(Dataset content)

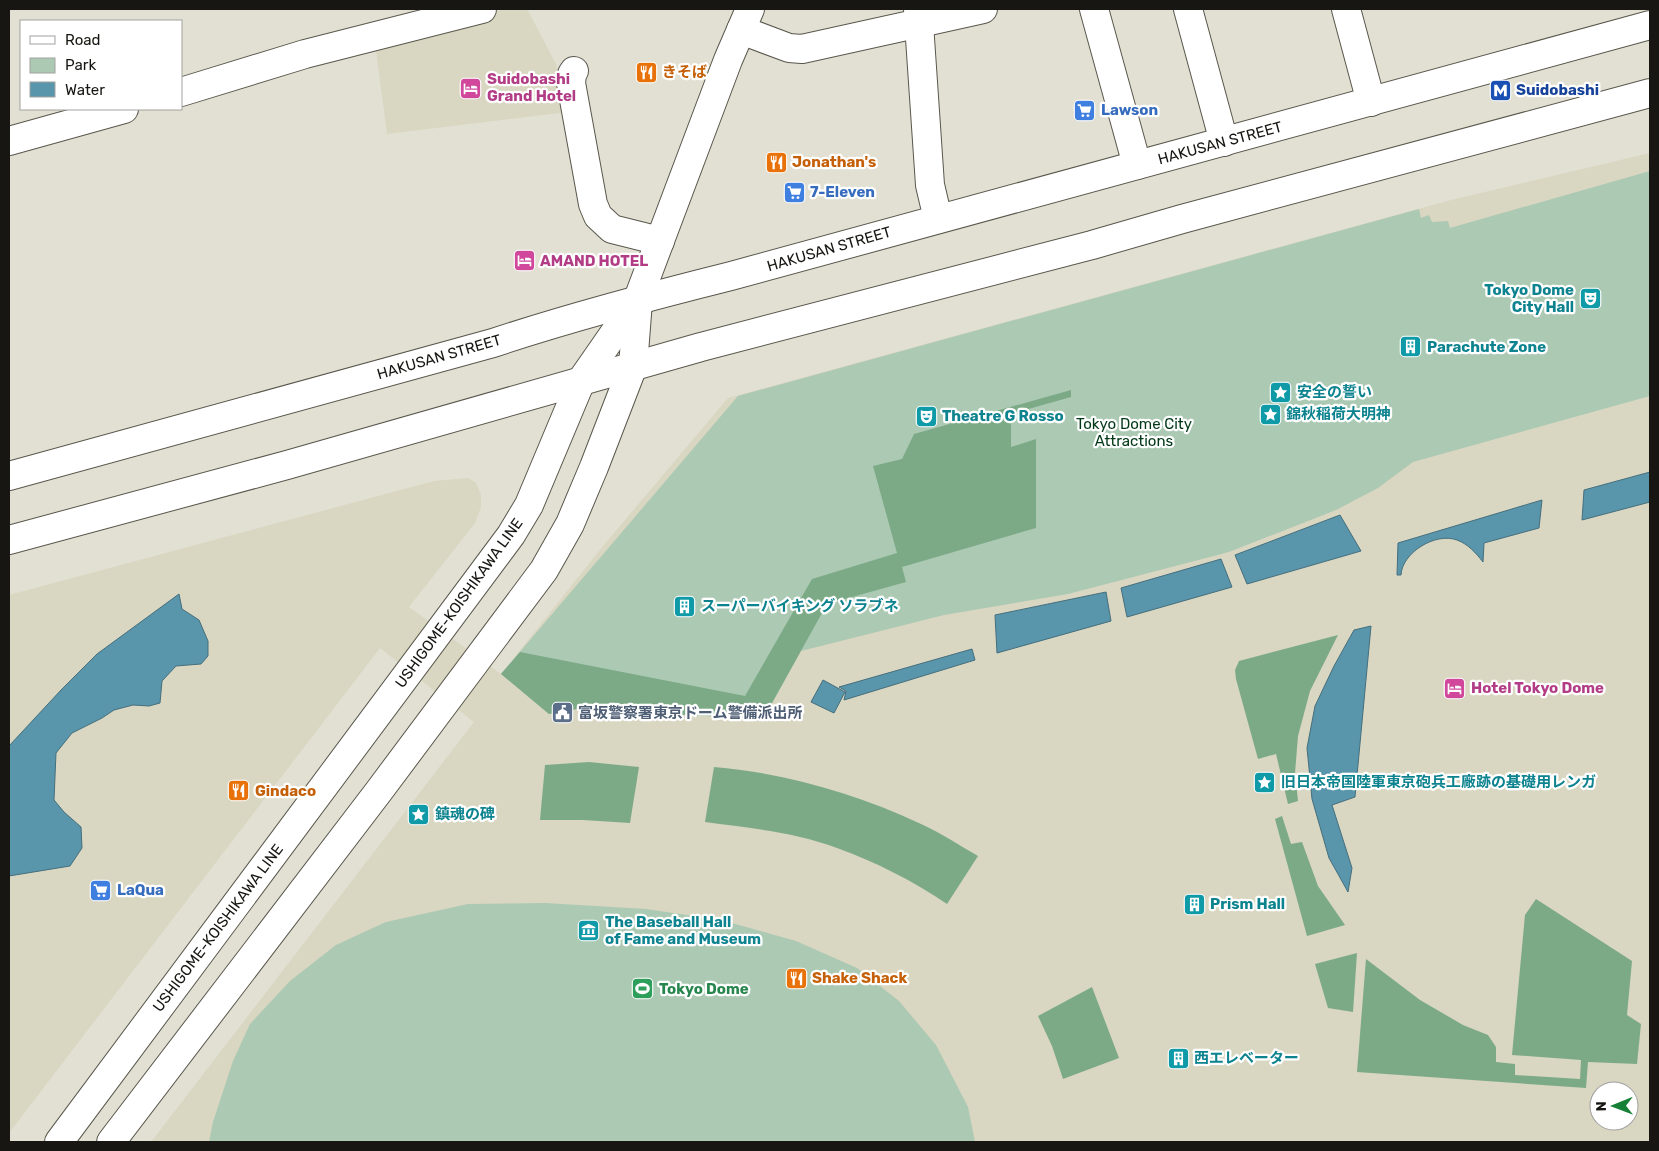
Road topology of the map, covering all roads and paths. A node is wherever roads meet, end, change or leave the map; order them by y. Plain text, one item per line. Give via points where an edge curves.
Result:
1 (482, 9) edge
2 (983, 9) edge
3 (1094, 9) edge
4 (1188, 9) edge
5 (1346, 9) edge
6 (919, 16) edge
7 (745, 19) edge
8 (1650, 25) edge
9 (574, 71) dead end
10 (182, 92) edge
11 (1650, 93) edge
12 (1371, 102) junction
13 (120, 110) edge
14 (9, 141) edge
15 (1224, 142) junction
16 (1137, 165) junction
17 (938, 218) junction
18 (660, 241) junction
19 (638, 300) junction
20 (633, 366) junction
21 (581, 381) junction
22 (9, 476) edge
23 (9, 540) edge
24 (59, 1142) edge
25 (111, 1142) edge

1 - 10 main road via 305,54
2 - 6 main road
3 - 16 main road
4 - 15 main road
5 - 12 main road
6 - 7 main road via 802,49 789,48
6 - 17 main road via 930,185
7 - 18 main road
8 - 12 main road, HAKUSAN STREET
9 - 18 main road via 571,83 593,204 598,216 612,229
11 - 20 main road
12 - 15 main road, HAKUSAN STREET
13 - 14 main road
15 - 16 main road, HAKUSAN STREET
16 - 17 main road, HAKUSAN STREET
17 - 19 main road, HAKUSAN STREET
18 - 19 main road
19 - 20 main road
19 - 21 main road, USHIGOME-KOISHIKAWA LINE
19 - 22 main road, HAKUSAN STREET
20 - 21 main road
20 - 25 main road via 573,516 544,570
21 - 23 main road
21 - 24 main road, USHIGOME-KOISHIKAWA LINE via 529,505 511,535

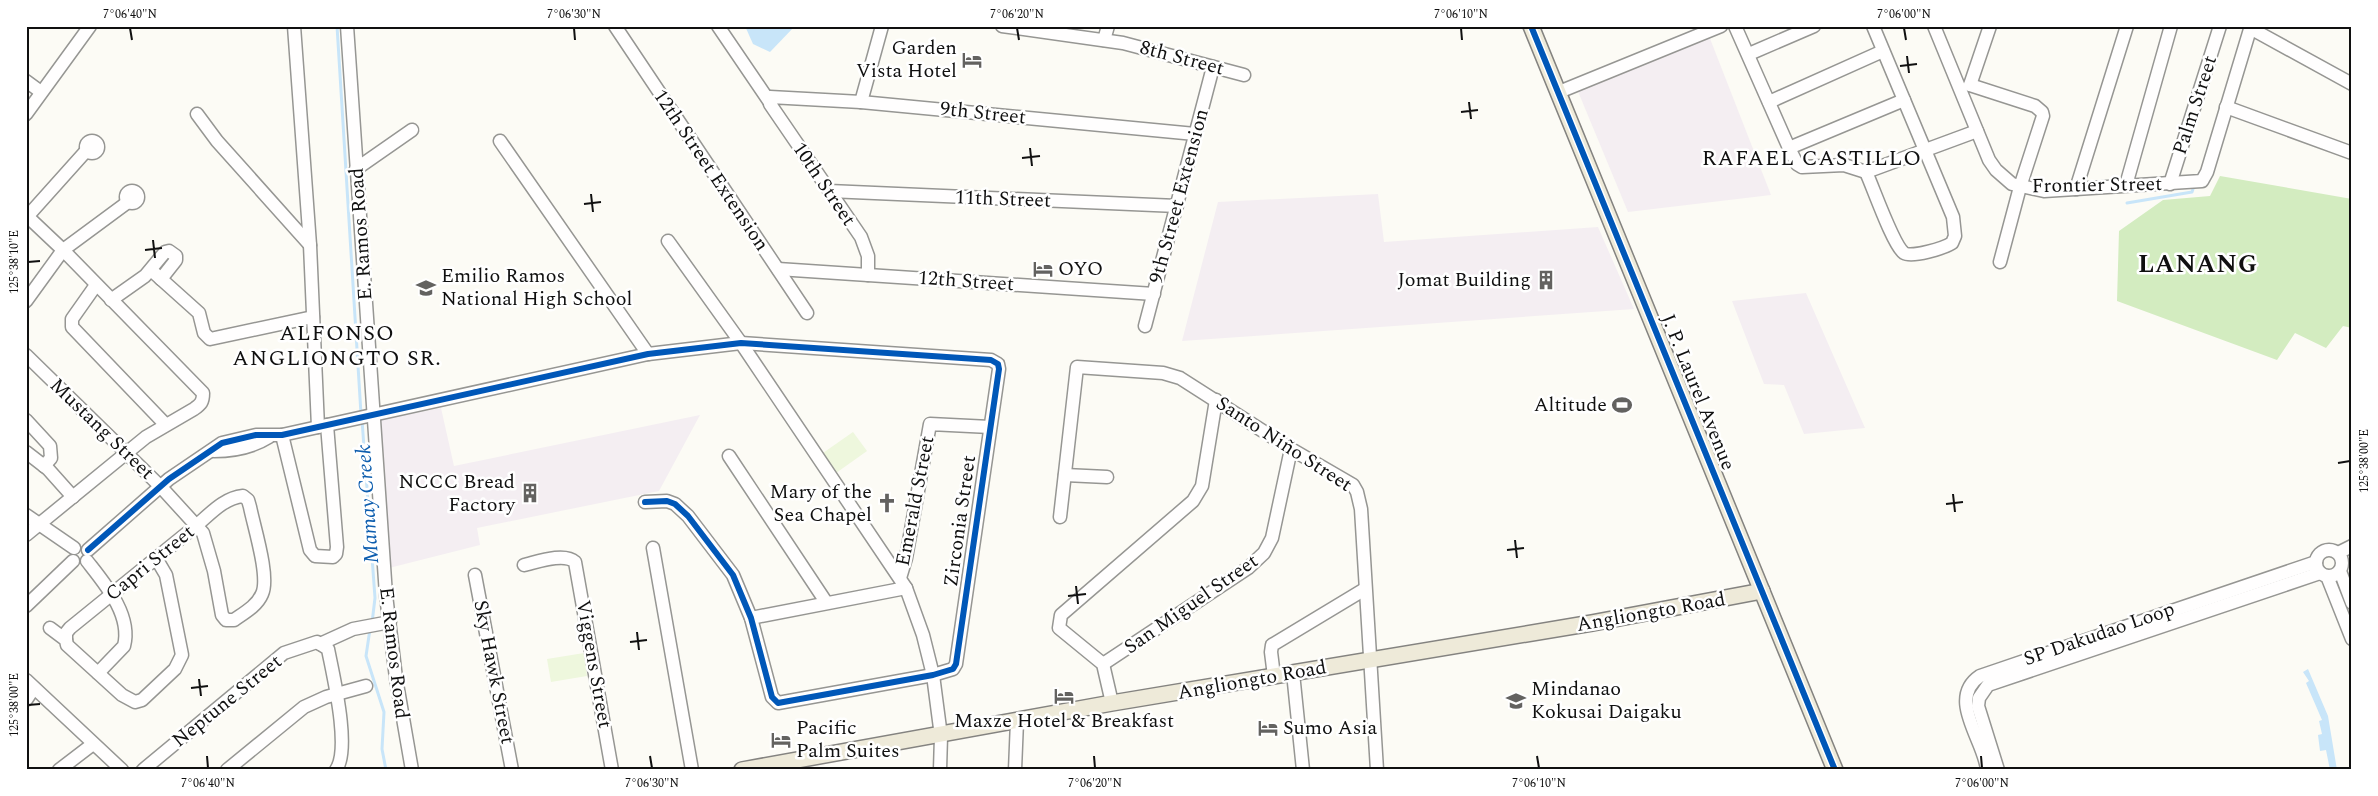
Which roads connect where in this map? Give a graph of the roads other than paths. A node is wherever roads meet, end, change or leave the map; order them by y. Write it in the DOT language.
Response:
graph roads {
  1 [pos="90,26"];
  2 [pos="294,26"];
  3 [pos="347,26"];
  4 [pos="615,26"];
  5 [pos="718,26"];
  6 [pos="882,26"];
  7 [pos="1002,26"];
  8 [pos="1108,26"];
  9 [pos="1532,26"];
  10 [pos="1721,26"];
  11 [pos="1735,26"];
  12 [pos="1814,26"];
  13 [pos="1873,26"];
  14 [pos="1934,26"];
  15 [pos="1990,26"];
  16 [pos="2127,26"];
  17 [pos="2171,26"];
  18 [pos="2220,26"];
  19 [pos="2250,27"];
  20 [pos="1023,28"];
  21 [pos="1104,40"];
  22 [pos="1883,51"];
  23 [pos="1749,54"];
  24 [pos="1213,66"];
  25 [pos="1244,75"];
  26 [pos="26,81"];
  27 [pos="2352,84"];
  28 [pos="1965,87"];
  29 [pos="41,92"];
  30 [pos="1559,92"];
  31 [pos="769,99"];
  32 [pos="1904,100"];
  33 [pos="861,102"];
  34 [pos="1769,102"];
  35 [pos="2226,107"];
  36 [pos="26,114"];
  37 [pos="197,114"];
  38 [pos="412,130"];
  39 [pos="1977,131"];
  40 [pos="1195,134"];
  41 [pos="500,141"];
  42 [pos="1789,148"];
  43 [pos="86,151"];
  44 [pos="1924,151"];
  45 [pos="2352,153"];
  46 [pos="356,169"];
  47 [pos="1866,172"];
  48 [pos="2170,184"];
  49 [pos="2126,185"];
  50 [pos="2020,187"];
  51 [pos="2076,189"];
  52 [pos="829,191"];
  53 [pos="128,202"];
  54 [pos="1177,206"];
  55 [pos="27,217"];
  56 [pos="668,241"];
  57 [pos="310,246"];
  58 [pos="63,250"];
  59 [pos="2000,262"];
  60 [pos="778,269"];
  61 [pos="151,270"];
  62 [pos="868,275"];
  63 [pos="161,279"];
  64 [pos="96,285"];
  65 [pos="1154,294"];
  66 [pos="111,300"];
  67 [pos="26,301"];
  68 [pos="807,313"];
  69 [pos="313,317"];
  70 [pos="1145,326"];
  71 [pos="741,343"];
  72 [pos="648,354"];
  73 [pos="26,355"];
  74 [pos="1216,400"];
  75 [pos="364,417"];
  76 [pos="26,420"];
  77 [pos="165,424"];
  78 [pos="323,426"];
  79 [pos="990,427"];
  80 [pos="282,435"];
  81 [pos="1291,449"];
  82 [pos="26,452"];
  83 [pos="126,453"];
  84 [pos="729,456"];
  85 [pos="44,466"];
  86 [pos="1065,474"];
  87 [pos="1108,477"];
  88 [pos="161,487"];
  89 [pos="72,497"];
  90 [pos="645,502"];
  91 [pos="26,515"];
  92 [pos="1060,517"];
  93 [pos="39,525"];
  94 [pos="197,525"];
  95 [pos="26,535"];
  96 [pos="2352,546"];
  97 [pos="653,548"];
  98 [pos="2338,553"];
  99 [pos="74,554"];
  100 [pos="88,556"];
  101 [pos="156,558"];
  102 [pos="524,565"];
  103 [pos="2321,570"];
  104 [pos="2340,571"];
  105 [pos="475,575"];
  106 [pos="903,583"];
  107 [pos="1365,589"];
  108 [pos="264,591"];
  109 [pos="1762,591"];
  110 [pos="112,595"];
  111 [pos="826,602"];
  112 [pos="2352,603"];
  113 [pos="26,606"];
  114 [pos="751,618"];
  115 [pos="390,622"];
  116 [pos="50,628"];
  117 [pos="2112,636"];
  118 [pos="2352,639"];
  119 [pos="66,640"];
  120 [pos="319,643"];
  121 [pos="1370,660"];
  122 [pos="1103,664"];
  123 [pos="98,672"];
  124 [pos="1293,673"];
  125 [pos="932,675"];
  126 [pos="1274,676"];
  127 [pos="30,684"];
  128 [pos="366,686"];
  129 [pos="337,694"];
  130 [pos="26,700"];
  131 [pos="1112,704"];
  132 [pos="1017,720"];
  133 [pos="942,736"];
  134 [pos="93,744"];
  135 [pos="795,766"];
  136 [pos="59,770"];
  137 [pos="122,770"];
  138 [pos="143,770"];
  139 [pos="227,770"];
  140 [pos="336,770"];
  141 [pos="412,770"];
  142 [pos="512,770"];
  143 [pos="612,770"];
  144 [pos="692,770"];
  145 [pos="742,770"];
  146 [pos="940,770"];
  147 [pos="1015,770"];
  148 [pos="1303,770"];
  149 [pos="1377,770"];
  150 [pos="1835,770"];
  151 [pos="1987,770"];
  152 [pos="1998,770"];
  1 -- 29 [label="street"];
  2 -- 57 [label="street"];
  3 -- 46 [label="street, E. Ramos Road"];
  4 -- 60 [label="street, 12th Street Extension"];
  5 -- 31 [label="street, 10th Street"];
  6 -- 33 [label="street"];
  7 -- 20 [label="street, 8th Street"];
  8 -- 21 [label="street"];
  9 -- 30 [label="main road, J. P. Laurel Avenue"];
  10 -- 30 [label="street"];
  11 -- 23 [label="street"];
  12 -- 23 [label="street"];
  13 -- 22 [label="street"];
  14 -- 28 [label="street, Frontier Street"];
  15 -- 28 [label="street"];
  16 -- 51 [label="street"];
  17 -- 49 [label="street"];
  18 -- 48 [label="street, Palm Street"];
  19 -- 27 [label="street"];
  19 -- 35 [label="street"];
  20 -- 21 [label="street, 8th Street"];
  21 -- 24 [label="street, 8th Street"];
  22 -- 32 [label="street"];
  22 -- 34 [label="street"];
  23 -- 34 [label="street"];
  24 -- 25 [label="street, 8th Street"];
  24 -- 40 [label="street, 9th Street Extension"];
  26 -- 29 [label="street"];
  28 -- 39 [label="street, Frontier Street"];
  28 -- 50 [label="street"];
  29 -- 36 [label="street"];
  30 -- 109 [label="main road, J. P. Laurel Avenue"];
  31 -- 33 [label="street, 9th Street"];
  31 -- 52 [label="street, 10th Street"];
  32 -- 42 [label="street"];
  32 -- 44 [label="street"];
  33 -- 40 [label="street, 9th Street"];
  34 -- 42 [label="street"];
  35 -- 45 [label="street"];
  35 -- 48 [label="street, Frontier Street"];
  37 -- 57 [label="street"];
  38 -- 46 [label="street"];
  39 -- 44 [label="street"];
  39 -- 50 [label="street, Frontier Street"];
  40 -- 54 [label="street, 9th Street Extension"];
  41 -- 72 [label="street"];
  42 -- 47 [label="street"];
  43 -- 55 [label="street"];
  44 -- 47 [label="street"];
  44 -- 47 [label="street"];
  46 -- 75 [label="street, E. Ramos Road"];
  48 -- 49 [label="street, Frontier Street"];
  49 -- 51 [label="street, Frontier Street"];
  50 -- 51 [label="street, Frontier Street"];
  50 -- 59 [label="street"];
  52 -- 54 [label="street, 11th Street"];
  52 -- 62 [label="street, 10th Street"];
  53 -- 58 [label="street"];
  54 -- 65 [label="street, 9th Street Extension"];
  55 -- 58 [label="street"];
  56 -- 71 [label="street"];
  57 -- 69 [label="street"];
  58 -- 64 [label="street"];
  58 -- 67 [label="street"];
  60 -- 62 [label="street, 12th Street"];
  60 -- 68 [label="street, 12th Street Extension"];
  61 -- 63 [label="street"];
  61 -- 63 [label="street"];
  61 -- 66 [label="street"];
  62 -- 65 [label="street, 12th Street"];
  63 -- 69 [label="street"];
  64 -- 66 [label="street"];
  64 -- 77 [label="street"];
  65 -- 70 [label="street, 9th Street Extension"];
  66 -- 77 [label="street"];
  69 -- 78 [label="street"];
  71 -- 72 [label="street"];
  71 -- 79 [label="street, Zirconia Street"];
  71 -- 106 [label="street"];
  72 -- 75 [label="street"];
  73 -- 83 [label="street, Mustang Street"];
  74 -- 81 [label="street, Santo Niño Street"];
  74 -- 86 [label="street, Santo Niño Street"];
  74 -- 122 [label="street"];
  75 -- 78 [label="street"];
  75 -- 115 [label="street, E. Ramos Road"];
  76 -- 85 [label="street"];
  77 -- 83 [label="street"];
  78 -- 80 [label="street"];
  78 -- 80 [label="street"];
  79 -- 106 [label="street, Emerald Street"];
  79 -- 125 [label="street, Zirconia Street"];
  80 -- 88 [label="street"];
  81 -- 107 [label="street, Santo Niño Street"];
  81 -- 122 [label="street, San Miguel Street"];
  82 -- 85 [label="street"];
  83 -- 88 [label="street, Mustang Street"];
  83 -- 89 [label="street"];
  84 -- 111 [label="street"];
  85 -- 89 [label="street"];
  86 -- 87 [label="street"];
  86 -- 92 [label="street"];
  88 -- 94 [label="street, Mustang Street"];
  88 -- 100 [label="street"];
  89 -- 93 [label="street"];
  90 -- 114 [label="street"];
  91 -- 93 [label="street"];
  93 -- 95 [label="street"];
  93 -- 99 [label="street"];
  94 -- 101 [label="street, Capri Street"];
  94 -- 108 [label="street, Mustang Street"];
  94 -- 108 [label="street, Capri Street"];
  96 -- 98 [label="street"];
  97 -- 144 [label="street"];
  98 -- 103 [label="street"];
  98 -- 104 [label="street"];
  99 -- 100 [label="street"];
  99 -- 113 [label="street"];
  100 -- 110 [label="street"];
  101 -- 110 [label="street, Capri Street"];
  101 -- 123 [label="street"];
  102 -- 143 [label="street, Viggens Street"];
  103 -- 104 [label="street"];
  103 -- 117 [label="street, SP Dakudao Loop"];
  103 -- 118 [label="street"];
  104 -- 112 [label="street"];
  105 -- 142 [label="street, Sky Hawk Street"];
  106 -- 111 [label="street"];
  106 -- 125 [label="street"];
  107 -- 121 [label="street, Santo Niño Street"];
  107 -- 126 [label="street"];
  109 -- 121 [label="main road, Angliongto Road"];
  109 -- 150 [label="main road, J. P. Laurel Avenue"];
  110 -- 119 [label="street, Capri Street"];
  110 -- 123 [label="street"];
  111 -- 114 [label="street"];
  114 -- 125 [label="street"];
  115 -- 120 [label="street, Neptune Street"];
  115 -- 141 [label="street, E. Ramos Road"];
  116 -- 119 [label="street"];
  117 -- 151 [label="street, SP Dakudao Loop"];
  117 -- 152 [label="street, SP Dakudao Loop"];
  119 -- 123 [label="street"];
  120 -- 129 [label="street"];
  120 -- 138 [label="street, Neptune Street"];
  121 -- 124 [label="main road, Angliongto Road"];
  121 -- 149 [label="street, Santo Niño Street"];
  122 -- 131 [label="street"];
  124 -- 126 [label="main road, Angliongto Road"];
  124 -- 148 [label="street"];
  125 -- 133 [label="street"];
  126 -- 131 [label="main road, Angliongto Road"];
  127 -- 130 [label="street"];
  127 -- 134 [label="street"];
  128 -- 129 [label="street"];
  129 -- 139 [label="street"];
  129 -- 140 [label="street"];
  131 -- 132 [label="main road, Angliongto Road"];
  132 -- 133 [label="main road, Angliongto Road"];
  132 -- 147 [label="street"];
  133 -- 135 [label="main road, Angliongto Road"];
  133 -- 146 [label="street"];
  134 -- 136 [label="street"];
  134 -- 137 [label="street"];
  135 -- 145 [label="main road, Angliongto Road"];
}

(End Dataset content)

The line containing "Which roads connect" marks where the copy ends; print every line before it from the start of the records, and that line too, but no pictures.

Road topology of the map, covering all roads and paths. A node is wherever roads meet, end, change or leave the map; order them by y. Plain text, one item per line. Give via points where an edge curves.
Result:
1 (482, 9) edge
2 (983, 9) edge
3 (1094, 9) edge
4 (1188, 9) edge
5 (1346, 9) edge
6 (919, 16) edge
7 (745, 19) edge
8 (1650, 25) edge
9 (574, 71) dead end
10 (182, 92) edge
11 (1650, 93) edge
12 (1371, 102) junction
13 (120, 110) edge
14 (9, 141) edge
15 (1224, 142) junction
16 (1137, 165) junction
17 (938, 218) junction
18 (660, 241) junction
19 (638, 300) junction
20 (633, 366) junction
21 (581, 381) junction
22 (9, 476) edge
23 (9, 540) edge
24 (59, 1142) edge
25 (111, 1142) edge

1 - 10 main road via 305,54
2 - 6 main road
3 - 16 main road
4 - 15 main road
5 - 12 main road
6 - 7 main road via 802,49 789,48
6 - 17 main road via 930,185
7 - 18 main road
8 - 12 main road, HAKUSAN STREET
9 - 18 main road via 571,83 593,204 598,216 612,229
11 - 20 main road
12 - 15 main road, HAKUSAN STREET
13 - 14 main road
15 - 16 main road, HAKUSAN STREET
16 - 17 main road, HAKUSAN STREET
17 - 19 main road, HAKUSAN STREET
18 - 19 main road
19 - 20 main road
19 - 21 main road, USHIGOME-KOISHIKAWA LINE
19 - 22 main road, HAKUSAN STREET
20 - 21 main road
20 - 25 main road via 573,516 544,570
21 - 23 main road
21 - 24 main road, USHIGOME-KOISHIKAWA LINE via 529,505 511,535

Which roads connect where in this map? Give a graph of the roads other than paths. A node is wherever roads meet, end, change or leave the map; order them by y. Write it in the DOT language.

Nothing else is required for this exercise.